Angela fingered the hair at the back of her neck. It was starting to go back already. What would it feel like to have that softness all over her head? “Well. OK. If you don't think they'll give us a hard time at work.”

“No. We can just tell them it's the next big thing. You know they'll listen to us 'cause we're black chicks. We're always ahead of everybody else. It'll look good. Look at her, Angela. She's beautiful.”

Angela looked. Cicely was smiling, confident. Beautiful. She was beautiful. Angela's hair had not been left to its natural texture since she was five years old. Her mother was not raising any nappy-headed little ragamuffins. In Tulsa, a girl would no sooner have run around with unstraightened hair than she would have run around naked. It would have been worse than running around naked, letting everyone see your naps. Angela touched the photo, a little self-conscious. OK. She came here to become someone new. It was time to look different too.

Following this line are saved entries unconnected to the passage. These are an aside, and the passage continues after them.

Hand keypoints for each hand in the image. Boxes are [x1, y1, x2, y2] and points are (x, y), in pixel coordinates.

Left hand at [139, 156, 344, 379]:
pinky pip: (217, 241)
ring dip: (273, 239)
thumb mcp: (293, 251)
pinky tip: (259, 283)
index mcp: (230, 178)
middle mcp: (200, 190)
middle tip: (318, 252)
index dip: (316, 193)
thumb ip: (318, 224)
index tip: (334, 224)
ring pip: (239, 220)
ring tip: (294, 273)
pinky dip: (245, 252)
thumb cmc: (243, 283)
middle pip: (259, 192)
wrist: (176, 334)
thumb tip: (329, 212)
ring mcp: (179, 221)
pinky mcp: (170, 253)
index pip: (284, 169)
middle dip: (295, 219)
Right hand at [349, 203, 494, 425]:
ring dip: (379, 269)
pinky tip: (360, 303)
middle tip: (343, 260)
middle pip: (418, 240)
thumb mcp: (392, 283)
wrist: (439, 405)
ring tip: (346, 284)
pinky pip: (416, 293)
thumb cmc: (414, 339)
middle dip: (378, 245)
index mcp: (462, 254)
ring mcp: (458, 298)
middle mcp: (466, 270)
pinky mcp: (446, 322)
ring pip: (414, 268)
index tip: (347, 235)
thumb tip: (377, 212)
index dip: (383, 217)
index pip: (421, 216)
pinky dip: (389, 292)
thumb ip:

They both had the night off so they started right away. Despite Sheila's bold proclamation, it had been so long since either of them had had more than the slightest contact with their God-given tresses that they weren't sure how to proceed. Finally, Angela proposed that they wash their hair so it would go back and then go to a barbershop to get it cut. “Just to start with,” she said. They washed each other's hair in the sink. The oil used to press it slid down the drain in thickened swirls. Angela felt Sheila's hair rise up beneath her fingers like bread dough, thick and pliable. She rubbed Sheila's scalp, finding it curiously comforting. She remembered when her mother used to wash her hair over the sink. Every Saturday, the hot comb sizzling in wait on the stovetop, her mother humming to herself, usually an old hymn. Angela dreaded the comb—her mother liked a hard press and usually burned her at least twice—but she enjoyed those soft moments before, the quiet of the kitchen, the sound of her breath in her lungs. There was no smell of burnt hair and oil yet, no infinity of sitting still. Just a quiet hymn and her mother's hands moving on her, getting her ready. It was odd to find herself in the opposite position with Sheila, her hands moving through her friend's hair. “OK, I think I'm about done now. You can sit up.”